● **Task item**: Each line of the records containing "Maloku" is to be copied out and returned.

#### Provided records

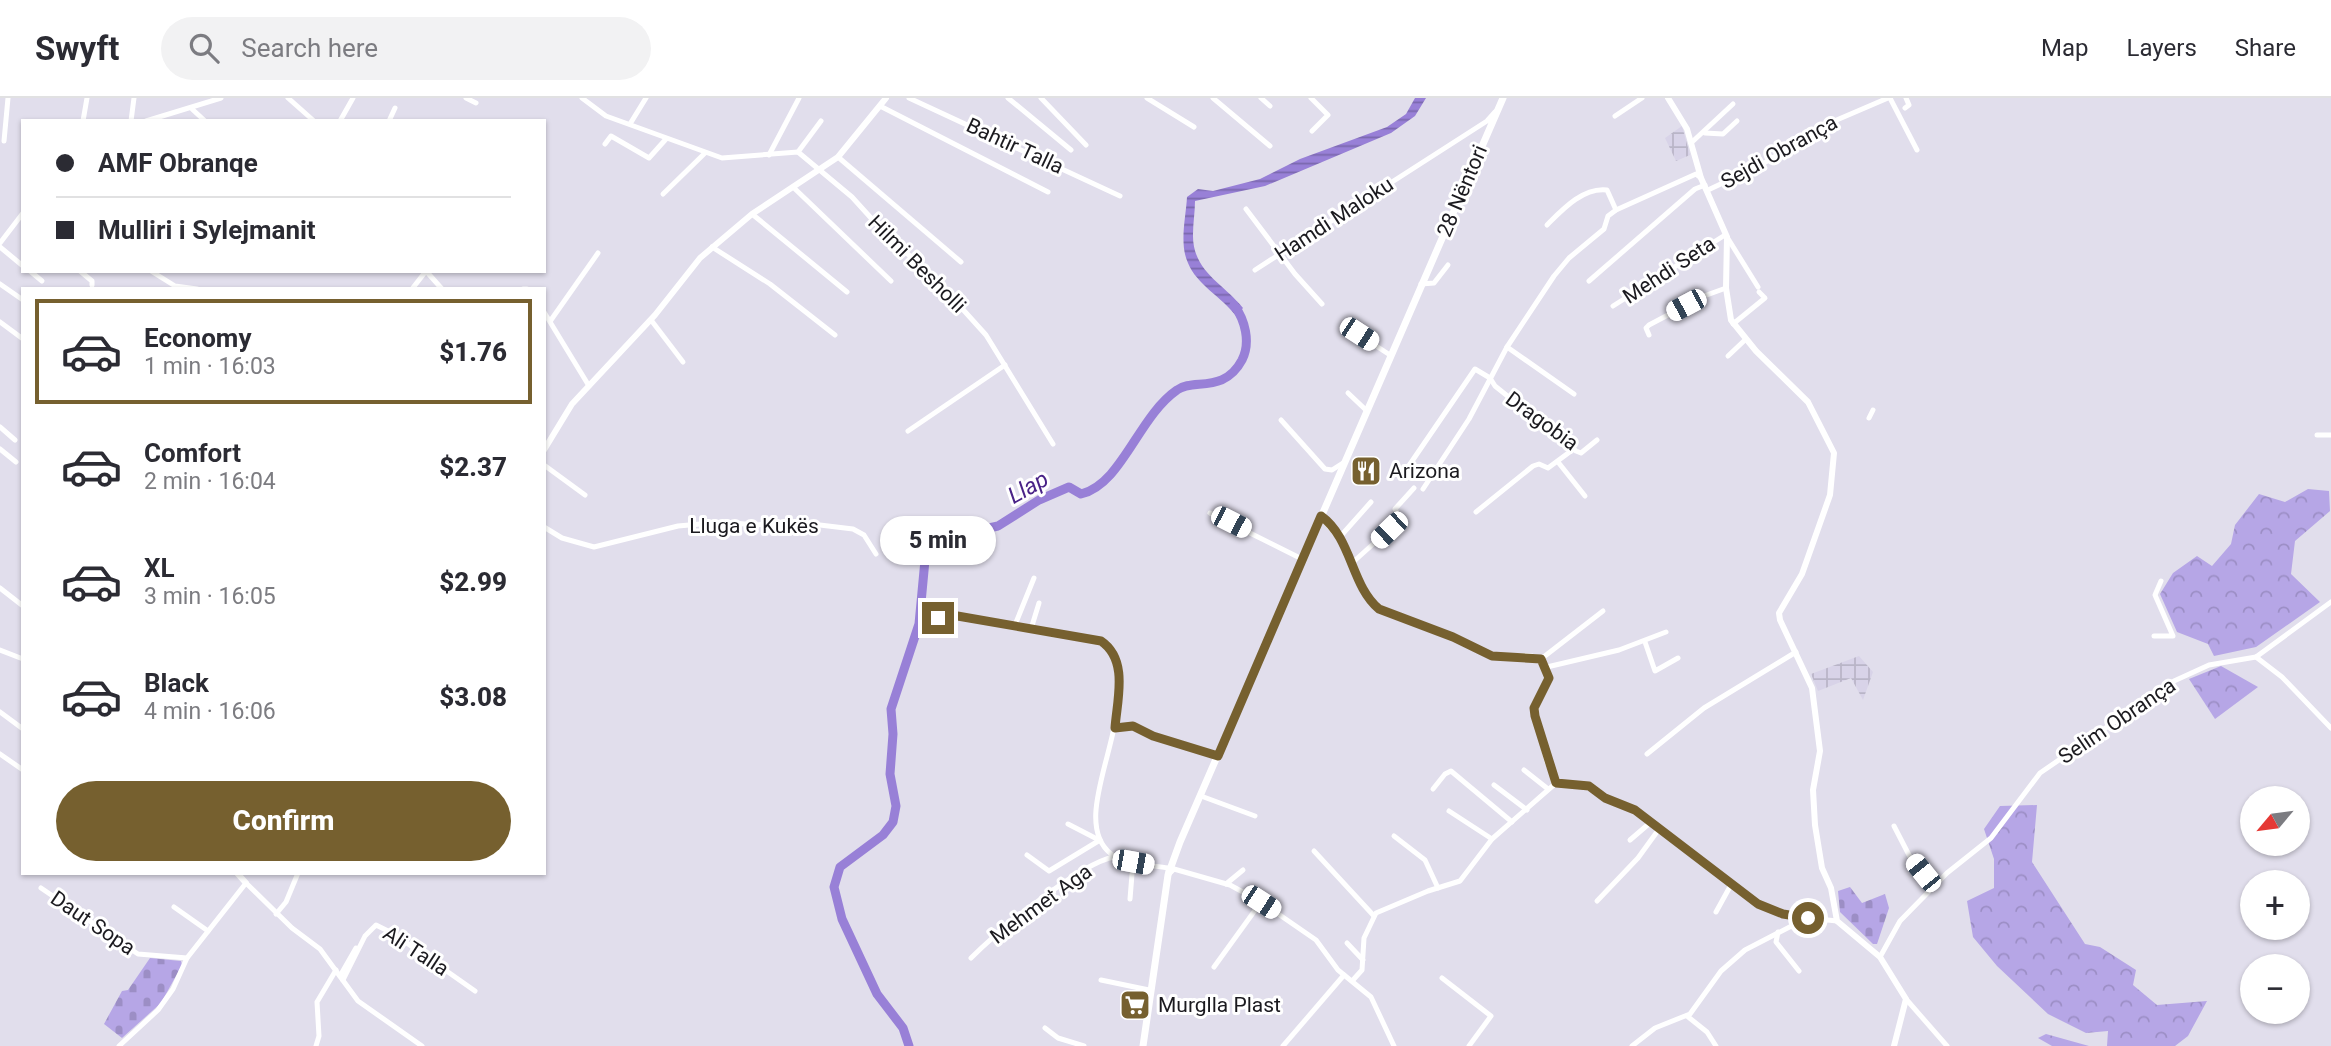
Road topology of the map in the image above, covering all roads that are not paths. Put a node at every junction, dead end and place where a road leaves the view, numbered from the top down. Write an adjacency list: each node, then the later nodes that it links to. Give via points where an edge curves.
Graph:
1 (8, 98): 48 (street)
2 (87, 98): 34 (street)
3 (134, 98): 35 (street)
4 (195, 98): 29 (street)
5 (221, 98): 29 (street)
6 (288, 98): 38 (street)
7 (352, 98): 39 (street)
8 (466, 98): 25 (street)
9 (582, 98): 43 (street, via 606,116)
10 (646, 98): 43 (street)
11 (799, 98): 57 (street)
12 (886, 98): 27 (street)
13 (908, 98): 67 (street, Bahtir Talla)
14 (1008, 98): 53 (street)
15 (1041, 98): 51 (street)
16 (1147, 98): 44 (street)
17 (1213, 98): 52 (street)
18 (1261, 98): 28 (street)
19 (1311, 98): 45 (street, via 1328,115)
20 (1503, 98): 32 (main road, 28 Nëntori)
21 (1642, 98): 33 (street)
22 (1889, 98): 54 (street, Sejdi Obrança); 64 (street, Sejdi Obrança, via 1825,125 1761,165)
23 (1906, 98): 31 (street, via 1909,106)
24 (1671, 100): 49 (street)
25 (476, 103)
26 (1734, 104): 46 (street)
27 (880, 106): 58 (street); 65 (street)
28 (1270, 106)
29 (194, 108): 36 (street); 37 (street)
30 (395, 108): 40 (street)
31 (1905, 108)
32 (1496, 111): 59 (street, Hamdi Maloku); 93 (main road, 28 Nëntori)
33 (1615, 116)
34 (83, 119)
35 (131, 119)
36 (153, 119)
37 (203, 119)
38 (312, 119)
39 (341, 119)
40 (389, 119)
41 (821, 121): 55 (street)
42 (1737, 121): 46 (street, via 1723,134)
43 (630, 124): 47 (street)
44 (1194, 127)
45 (1312, 131)
46 (1704, 133): 49 (street)
47 (666, 139): 50 (street, via 649,158 611,136); 56 (street)
48 (4, 141)
49 (1691, 143): 62 (street)
50 (605, 144)
51 (1086, 145)
52 (1270, 146)
53 (1071, 150)
54 (1917, 150)
55 (798, 152): 57 (street); 60 (street, Hilmi Besholli)
56 (705, 153): 57 (street, via 722,158); 66 (street)
57 (769, 155)
58 (838, 157): 60 (street); 80 (street)
59 (1414, 168): 61 (street, Hamdi Maloku); 79 (street, Hamdi Maloku)
60 (820, 170): 63 (street); 117 (street, Hilmi Besholli, via 930,273 986,335)
61 (1422, 174)
62 (1701, 178): 64 (street); 69 (street, via 1696,174)
63 (793, 187): 70 (street); 90 (street)
64 (1707, 187): 75 (street); 91 (street, Sejdi Obrança, via 1695,189)
65 (1048, 192)
66 (663, 194)
67 (1121, 196)
68 (1246, 209): 79 (street)
69 (1616, 211): 74 (street, via 1607,190 1598,188 1569,203); 113 (street, via 1608,216 1604,229 1558,270)
70 (752, 214): 77 (street); 99 (street)
71 (21, 216): 72 (street)
72 (16, 222): 73 (street); 76 (street)
73 (21, 226)
74 (1547, 226)
75 (1726, 236): 98 (street); 102 (street, Mehdi Seta); 107 (street, via 1765,298)
76 (0, 245): 81 (street)
77 (712, 247): 105 (street); 109 (street, via 771,284)
78 (598, 253): 104 (street)
79 (1280, 255): 83 (street, Hamdi Maloku); 101 (street)
80 (961, 262)
81 (21, 264)
82 (1448, 265): 93 (street, 28 Nëntori, via 1433,283)
83 (1255, 270)
84 (32, 273): 89 (street)
85 (82, 273): 94 (street)
86 (154, 273): 95 (street)
87 (424, 273): 96 (street)
88 (428, 273): 97 (street)
89 (42, 281)
90 (891, 281)
91 (1589, 281)
92 (0, 284): 100 (street)
93 (1421, 284): 114 (main road, 28 Nëntori)
94 (92, 285)
95 (182, 287)
96 (414, 287)
97 (440, 287)
98 (1726, 288): 107 (street); 110 (street, via 1649,325)
99 (847, 292)
100 (21, 299)
101 (1322, 303)
102 (1613, 306)
103 (546, 314): 104 (street)
104 (551, 320): 119 (street)
105 (651, 320): 116 (street); 119 (street)
106 (0, 322): 111 (street)
107 (1733, 324): 112 (street)
108 (1350, 329): 114 (street)
109 (835, 335)
110 (1649, 335)
111 (21, 338)
112 (1745, 339): 115 (street); 168 (street, via 1808,402 1835,453 1829,499 1802,574 1779,613 1782,631)
113 (1507, 347): 118 (street); 121 (street)
114 (1390, 355): 123 (main road, 28 Nëntori)
115 (1727, 356)
116 (683, 362)
117 (1005, 365): 127 (street); 133 (street, Hilmi Besholli)
118 (1490, 378): 134 (street, Dragobia); 140 (street, via 1475,369); 142 (street)
119 (589, 386): 132 (street)
120 (1348, 393): 123 (street)
121 (1574, 394)
122 (1873, 410): 124 (street)
123 (1367, 411): 138 (main road, 28 Nëntori)
124 (1869, 418)
125 (1282, 420): 138 (street, via 1325,469)
126 (0, 427): 130 (street)
127 (908, 431)
128 (2317, 435): 129 (street)
129 (2331, 435)
130 (15, 440)
131 (1597, 440): 134 (street, Dragobia, via 1581,453)
132 (546, 444)
133 (1054, 444)
134 (1570, 447): 137 (street)
135 (0, 449): 136 (street)
136 (16, 462)
137 (1558, 462): 144 (street); 146 (street, via 1548,468 1534,466)
138 (1343, 463): 148 (main road, 28 Nëntori)
139 (546, 466): 143 (street)
140 (1408, 467)
141 (1415, 488): 153 (street, via 1395,509 1401,519)
142 (1423, 489)
143 (585, 495)
144 (1586, 496)
145 (1371, 502): 150 (street)
146 (1476, 512)
147 (1210, 513): 152 (street)
148 (1321, 516): 150 (street); 152 (main road, 28 Nëntori)
149 (546, 528): 151 (street, Lluga e Kukës, via 594,547 678,526 795,522 853,529 864,535)
150 (1339, 538): 153 (street)
151 (876, 554)
152 (1302, 559): 180 (main road, 28 Nëntori)
153 (1352, 563): 172 (street, via 1370,600 1385,613 1492,656)
154 (1034, 579): 161 (street)
155 (2161, 580): 165 (street, via 2155,595 2173,636)
156 (0, 588): 159 (street)
157 (2331, 602): 169 (street, Selim Obrança)
158 (1038, 603): 163 (street)
159 (21, 604)
160 (1603, 611): 172 (street)
161 (1015, 625): 162 (street, via 946,614); 163 (street)
162 (934, 627)
163 (1031, 629): 176 (street, via 1107,645 1121,680)
164 (1666, 632): 166 (street)
165 (2154, 636)
166 (1646, 642): 171 (street, via 1655,671); 173 (street)
167 (0, 650): 170 (street)
168 (1796, 652): 179 (street, via 1704,708); 222 (street, via 1812,688 1819,751 1813,790 1815,825)
169 (2256, 657): 177 (street); 211 (street, Selim Obrança, via 2208,665 2174,681 2054,762 2027,787 1991,838)
170 (21, 658)
171 (1678, 658)
172 (1541, 659): 173 (street)
173 (1547, 667): 183 (street, via 1549,678 1534,708)
174 (0, 712): 175 (street)
175 (21, 728)
176 (1115, 728): 180 (street, via 1133,726); 198 (street, via 1095,808)
177 (2331, 728)
178 (0, 754): 181 (street)
179 (1647, 754)
180 (1218, 756): 187 (main road, 28 Nëntori)
181 (21, 770)
182 (1524, 770): 186 (street)
183 (1556, 783): 186 (street); 192 (street, via 1592,788)
184 (1494, 785): 188 (street)
185 (1433, 789): 191 (street, via 1451,771)
186 (1548, 789): 188 (street)
187 (1201, 796): 190 (street); 207 (main road, 28 Nëntori)
188 (1527, 810): 191 (street)
189 (1449, 811): 197 (street)
190 (1255, 816)
191 (1512, 822): 197 (street)
192 (1651, 822): 195 (street); 199 (street)
193 (1068, 824): 198 (street)
194 (1894, 826): 211 (street, via 1910,857)
195 (1659, 830): 209 (street); 215 (street)
196 (1394, 836): 213 (street, via 1425,860)
197 (1494, 837): 213 (street, via 1460,881)
198 (1100, 840): 201 (street, via 1049,871); 202 (street)
199 (1630, 840)
200 (1314, 852): 220 (street)
201 (1027, 855)
202 (1115, 857): 203 (street); 229 (street, Mehmet Aga, via 1096,863 1009,922)
203 (1133, 862): 207 (street, via 1168,868); 214 (street)
204 (1243, 870): 210 (street)
205 (239, 875): 208 (street)
206 (297, 875): 219 (street)
207 (1168, 875): 210 (street, via 1174,869); 240 (main road, 28 Nëntori)
208 (246, 883): 219 (street); 224 (street)
209 (1732, 883): 218 (street); 221 (street, via 1772,910)
210 (1226, 884): 216 (street)
211 (1935, 885): 227 (street, Selim Obrança, via 1895,928)
212 (41, 888): 228 (street, Daut Sopa, via 138,954)
213 (1438, 888): 220 (street)
214 (1130, 899)
215 (1597, 901)
216 (1261, 902): 231 (street); 234 (street, via 1316,940)
217 (174, 907): 224 (street)
218 (1716, 912)
219 (276, 914): 232 (street, via 320,950)
220 (1374, 916): 230 (street, via 1362,946)
221 (1808, 918): 222 (street); 225 (street)
222 (1837, 921): 227 (street)
223 (369, 923): 235 (street)
224 (208, 931): 228 (street)
225 (1778, 932): 233 (street, via 1776,942); 242 (street, via 1726,965)
226 (1347, 943): 230 (street)
227 (1880, 957): 241 (street)
228 (187, 958): 244 (street, via 159,1010)
229 (971, 958)
230 (1363, 960): 238 (street, via 1362,970)
231 (1214, 967)
232 (336, 970): 235 (street); 245 (street, via 317,1002)
233 (1799, 971)
234 (1344, 975): 238 (street); 249 (street)
235 (341, 978): 239 (street, Ali Talla, via 376,925); 246 (street, via 358,1001)
236 (1442, 978): 251 (street, via 1491,1016)
237 (1101, 980): 240 (street, via 1149,990)
238 (1353, 980): 250 (street, via 1371,997)
239 (475, 991)
240 (1151, 998): 248 (main road, 28 Nëntori)
241 (1906, 999): 254 (street); 255 (street)
242 (1687, 1016): 252 (street, via 1655,1028); 253 (street)
243 (1045, 1028): 247 (street, via 1058,1038)
244 (118, 1046)
245 (316, 1046)
246 (422, 1046)
247 (1084, 1046)
248 (1143, 1046)
249 (1283, 1046)
250 (1394, 1046)
251 (1469, 1046)
252 (1632, 1046)
253 (1716, 1046)
254 (1894, 1046)
255 (1947, 1046)

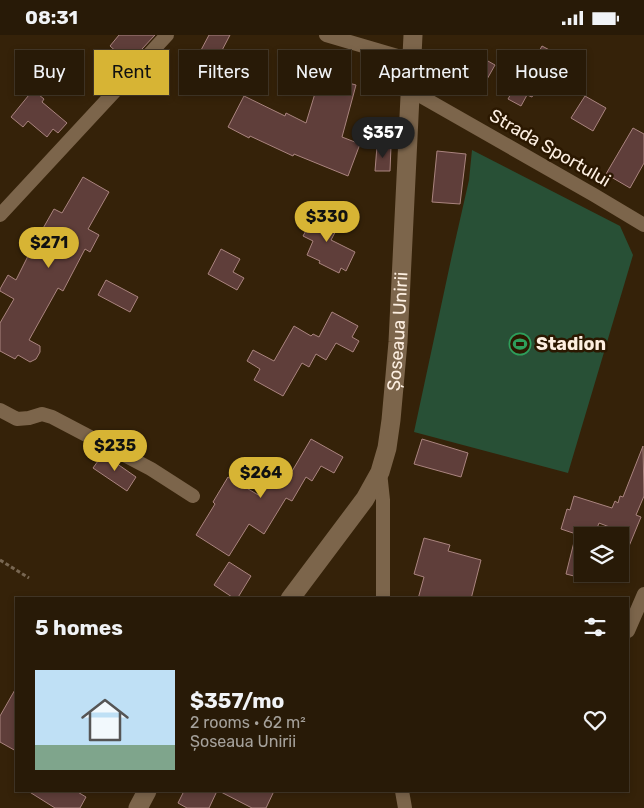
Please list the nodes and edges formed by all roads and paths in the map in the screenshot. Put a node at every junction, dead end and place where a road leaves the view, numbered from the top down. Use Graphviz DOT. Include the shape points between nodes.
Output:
graph roads {
  1 [pos="167,35"];
  2 [pos="326,35"];
  3 [pos="413,35"];
  4 [pos="375,50"];
  5 [pos="412,50"];
  6 [pos="410,95"];
  7 [pos="417,95"];
  8 [pos="0,215"];
  9 [pos="644,225"];
  10 [pos="0,410"];
  11 [pos="380,472"];
  12 [pos="193,496"];
  13 [pos="0,560"];
  14 [pos="30,578"];
  15 [pos="644,594"];
  16 [pos="292,597"];
  17 [pos="383,597"];
  18 [pos="629,629"];
  19 [pos="146,792"];
  20 [pos="402,792"];
  21 [pos="138,808"];
  22 [pos="405,808"];
  1 -- 8 [label="street"];
  2 -- 4 [label="street"];
  3 -- 5 [label="main road, Șoseaua Unirii"];
  6 -- 11 [label="main road, Șoseaua Unirii" via="392,420"];
  7 -- 9 [label="street, Strada Sportului"];
  10 -- 12 [label="street" via="17,419 42,414 52,417 151,469"];
  11 -- 16 [label="main road, Șoseaua Unirii" via="365,499"];
  11 -- 17 [label="street"];
  13 -- 14 [label="path"];
  15 -- 18 [label="street"];
  19 -- 21 [label="main road"];
  20 -- 22 [label="street"];
}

########

● **Exercise solution**:
32 (1496, 111): 59 (street, Hamdi Maloku); 93 (main road, 28 Nëntori)
59 (1414, 168): 61 (street, Hamdi Maloku); 79 (street, Hamdi Maloku)
79 (1280, 255): 83 (street, Hamdi Maloku); 101 (street)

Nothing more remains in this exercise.